W75-Turnier in Altenkirchen startet am Sonntag


09.02.2024 - 22:20 - Jochen Fehr
Noma Noha Akugue

In der kommenden Woche fällt der Startschuss für die ITF-Turnierserie auf deutschem Boden. Den Anfang macht, nachdem das Januar-Turnier in Stuttgart-Stammheim mittlerweile Geschichte ist, das W75-Turnier in Altenkirchen. Die Burg Wächter Ladies Open, so der offizielle Name seit vorigem Jahr, starten bereits am Sonntag mit der ersten Runde der 24er-Qualifikation. Deutsche Beteiligung ist selbstverständlich garantiert.

Ein 24er-Feld ist die kleinste Möglichkeit, um eine Qualifikation in zwei Runden durchzuführen. Die Top 8 erhalten hierbei in der ersten Runde ein Freilos, die Spielerinnen mit den Nummern neun bis 24 spielen in der ersten Runde deren Gegnerinnen aus. Seit 2023 ist es verpflichtend, dass sich unabhängig der Größe des Feldes immer acht Spielerinnen qualifizieren. Auf welchem Weg dies geschieht, ist jedem Turnier selbst überlassen.

Nach aktuellem Stand gehen in Altenkirchen nur die beiden Hamburgerinnen Ella Seidel und Noma Noha Akugue im Hauptfeld an den Start. Ursprünglich hatte auch Anna-Lena Friedsam einen Start in Altenkirchen nahe ihrer Heimat geplant, nachdem sie jedoch in Doha kurzfristig in die Qualifikation hineingerutscht war, war ein Start in Deutschland in der kommenden Woche passé. Selbstverständlich werden auch noch Wildcards für das Hauptfeld an deutsche Spielerinnen verteilt.

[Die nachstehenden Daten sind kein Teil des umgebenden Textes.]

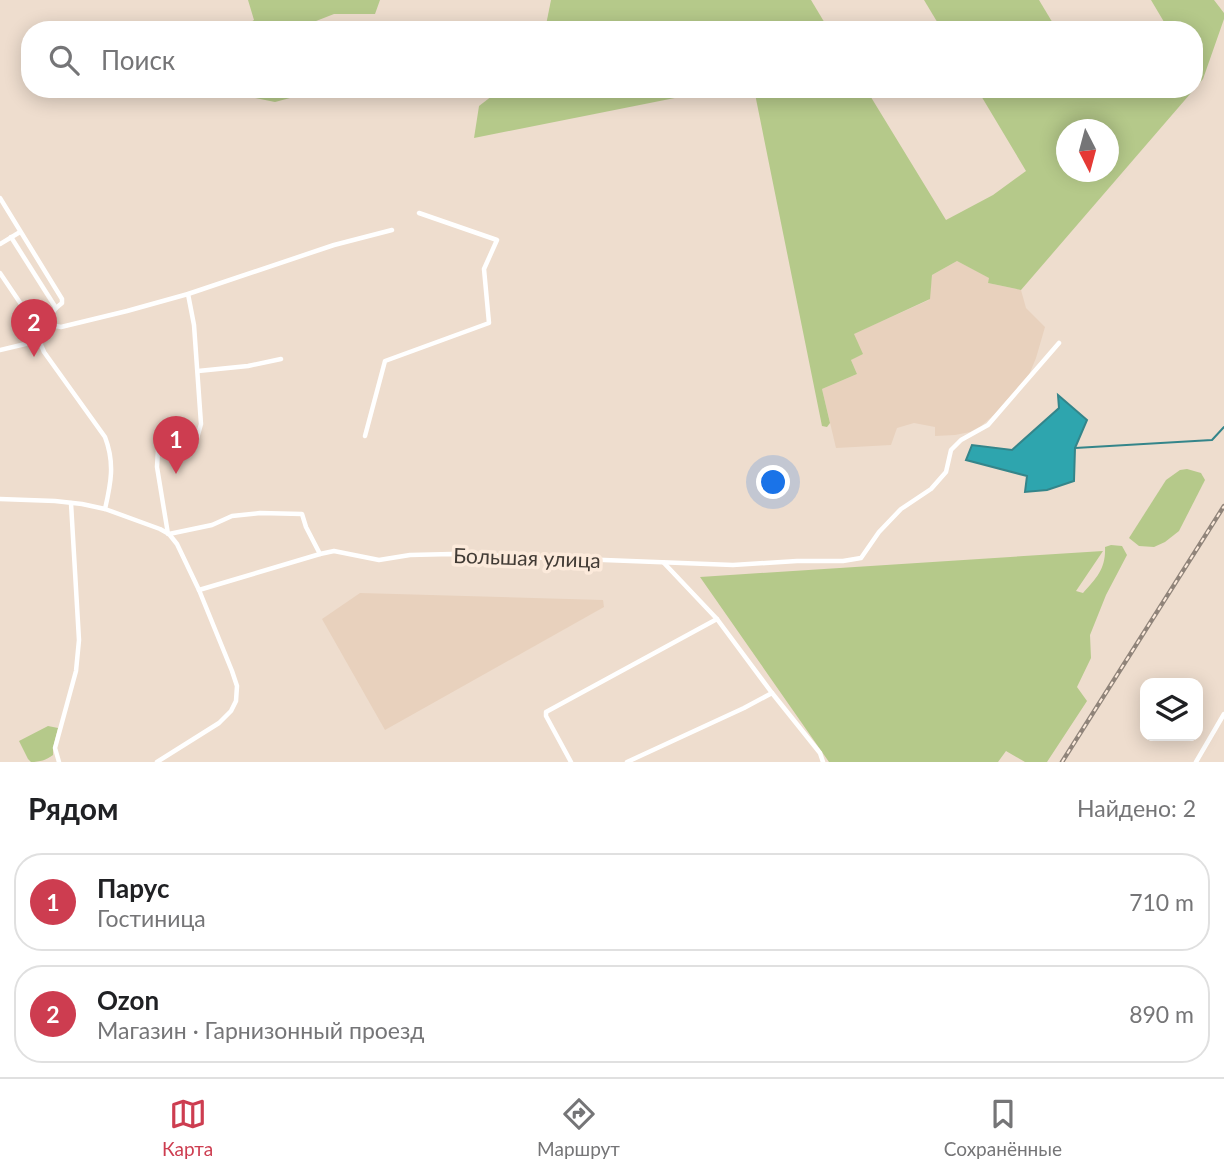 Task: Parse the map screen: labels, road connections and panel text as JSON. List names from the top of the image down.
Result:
{
  "streets": {
    "street": ["Большая улица"]
  },
  "north": "bottom",
  "page": {
    "search": "Поиск",
    "pins": ["2", "1"],
    "heading": ["Рядом", "Найдено: 2"],
    "list": [
      {
        "mark": "1",
        "name": "Парус",
        "note": "Гостиница",
        "value": "710 m"
      },
      {
        "mark": "2",
        "name": "Ozon",
        "note": "Магазин · Гарнизонный проезд",
        "value": "890 m"
      }
    ],
    "nav": ["Карта", "Маршрут", "Сохранённые"]
  }
} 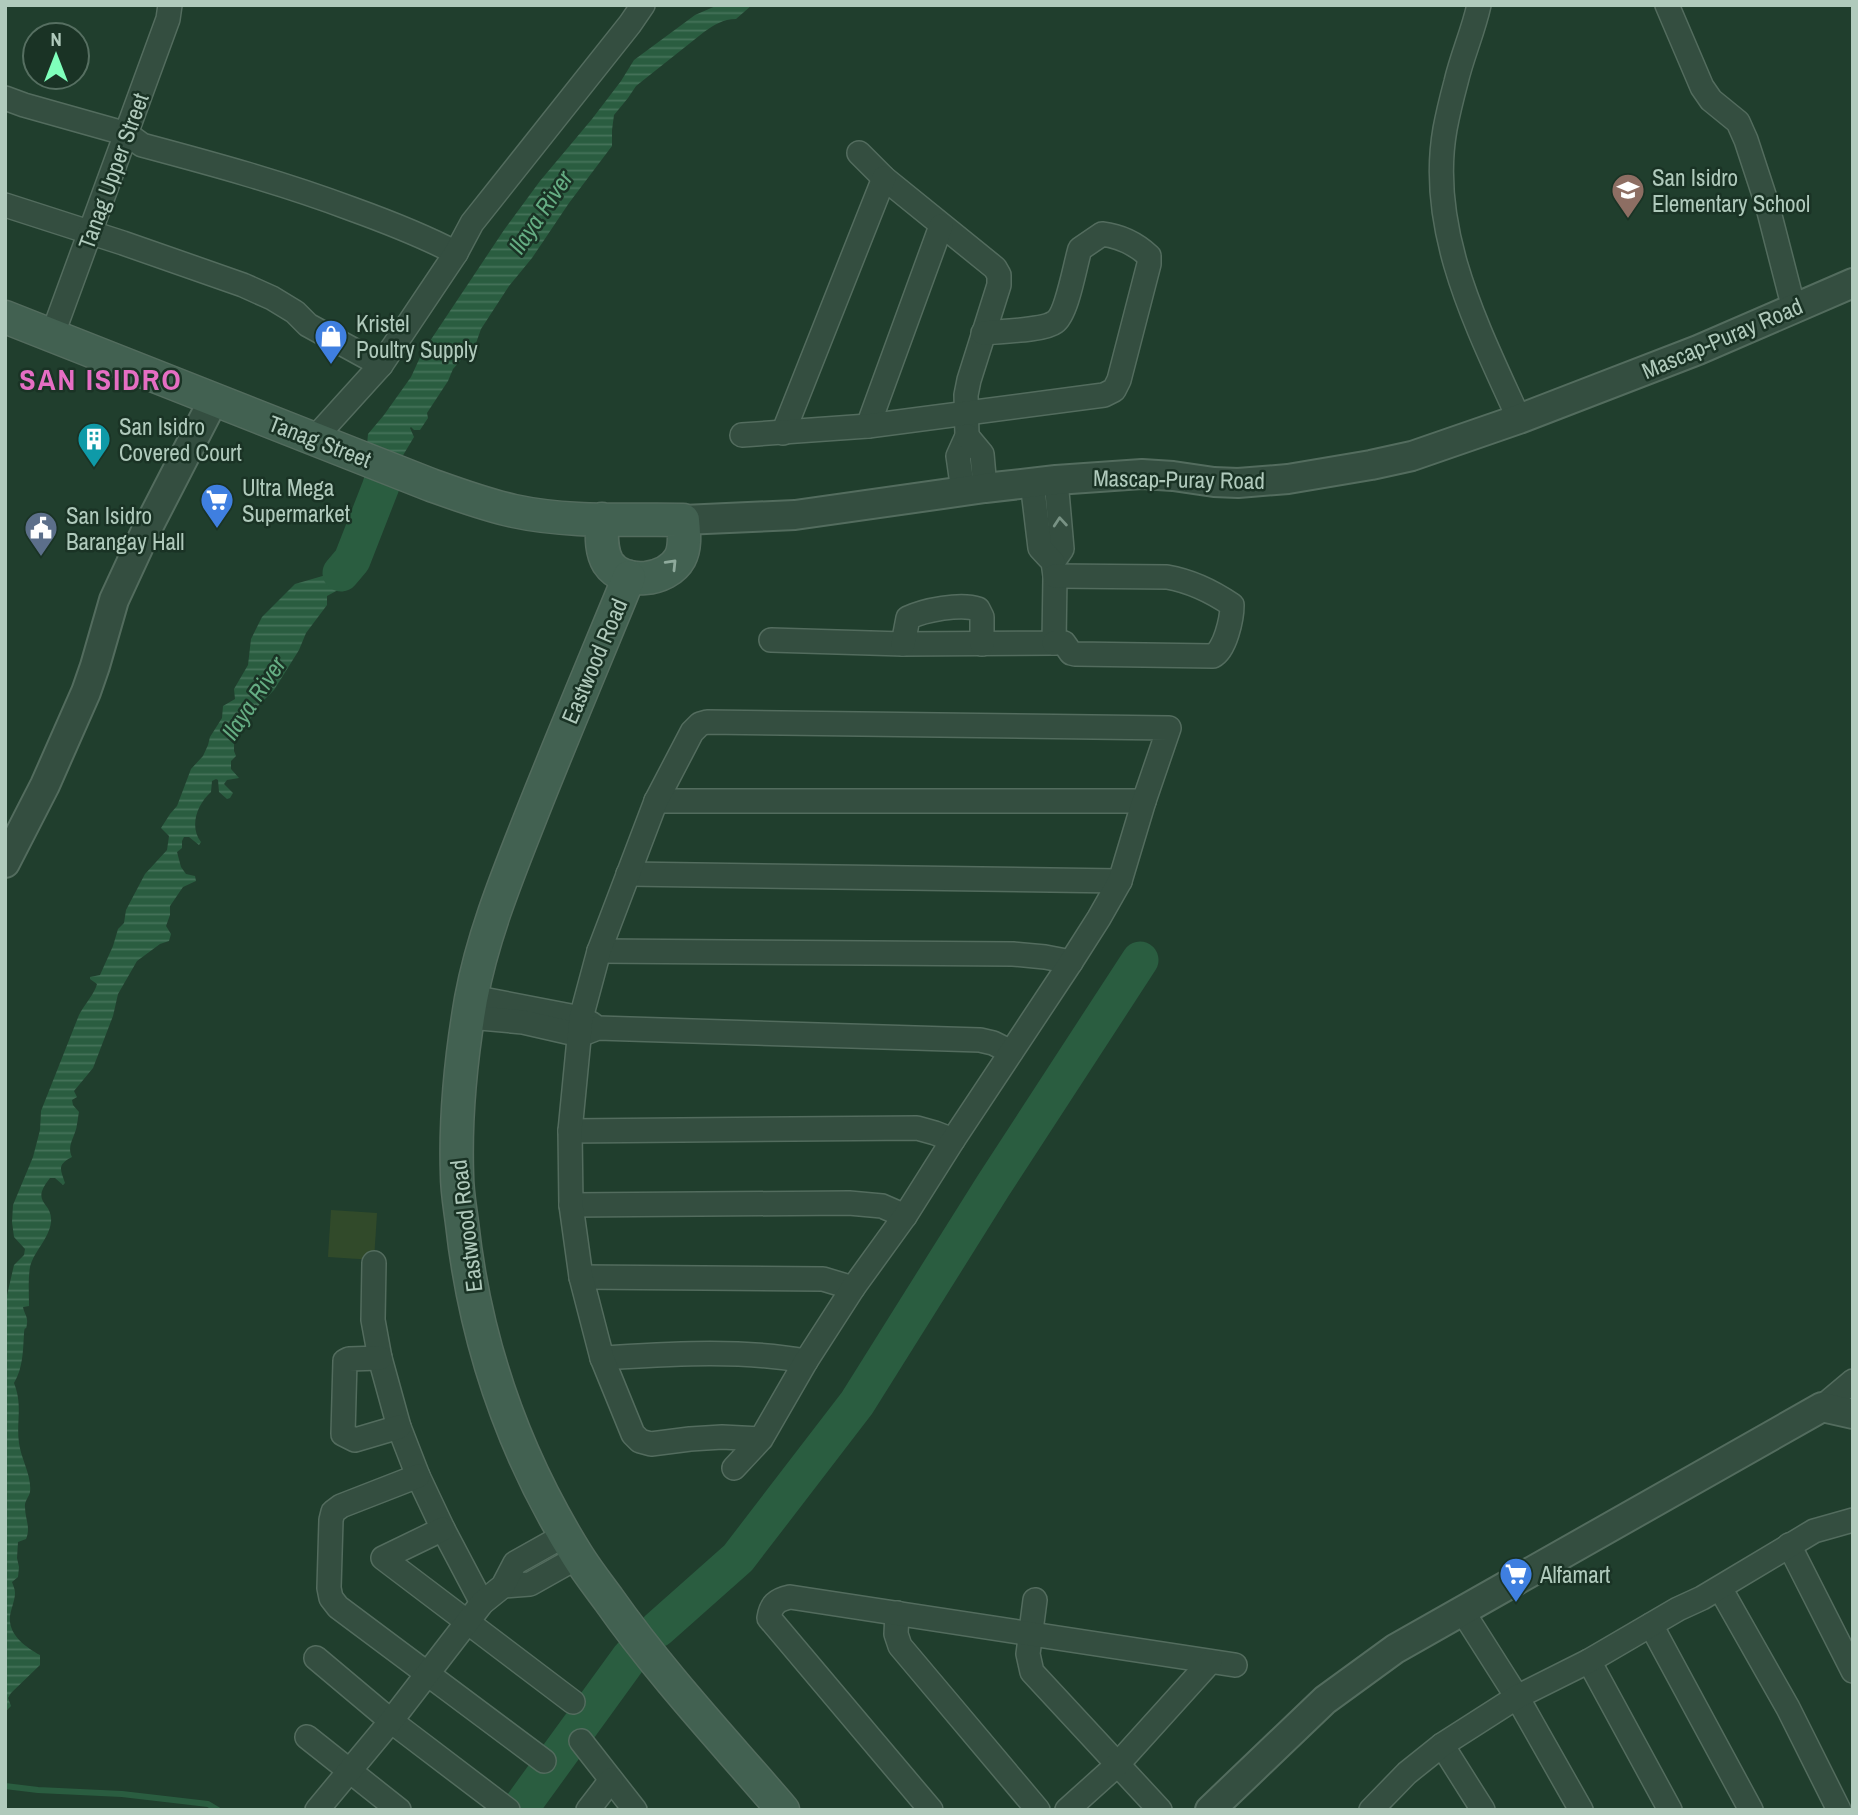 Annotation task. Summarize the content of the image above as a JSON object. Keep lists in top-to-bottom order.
{
  "streets": {
    "main road": ["Tanag Street", "Eastwood Road"],
    "street": ["Tanag Upper Street", "Mascap-Puray Road"]
  },
  "crossings": [
    ["Tanag Upper Street", "Tanag Street"],
    ["Mascap-Puray Road", "Tanag Street"],
    ["Mascap-Puray Road", "Eastwood Road"],
    ["Tanag Street", "Eastwood Road"]
  ],
  "districts": ["SAN ISIDRO"],
  "water": ["Ilaya River"],
  "places": {
    "school or university": ["San Isidro Elementary School"],
    "shop": ["Kristel Poultry Supply"],
    "building": ["San Isidro Covered Court"],
    "supermarket": ["Ultra Mega Supermarket", "Alfamart"],
    "public building": ["San Isidro Barangay Hall"]
  },
  "north": "top"
}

Beste Chancen auf einen direkten Start im Hauptfeld besitzt zudem Mona Barthel. Die 33-jährige führt aktuell das Feld der Nachrückerinnen an und sollte es in jedem Fall noch ins Hauptfeld schaffen. Für die Nummer sieben auf der Nachrückerliste, Stephanie Wagner, könnte es hingegen eng werden. Sie dürfte man in der Qualifikation wieder sehen.

Neben Wagner werden noch weitere deutsche Spielerinnen ihr Glück in der Qualifikation versuchen. Abgesehen von den Wildcards, die noch für die Qualifikation vergeben werden, sind dort auch Julia Middendorf, Kathleen Kanev und Carolina Kuhl zu finden. Kuhl wäre zudem eine Kandidatin für eine Wildcard im Hauptfeld ebenso wie Nastasja Schunk, die zwar auch für Altenkirchen gemeldet hat, aufgrund ihrer langen Verletzungspause jedoch noch keine Chance hat, mit ihrem Ranking ins Feld zu gelangen.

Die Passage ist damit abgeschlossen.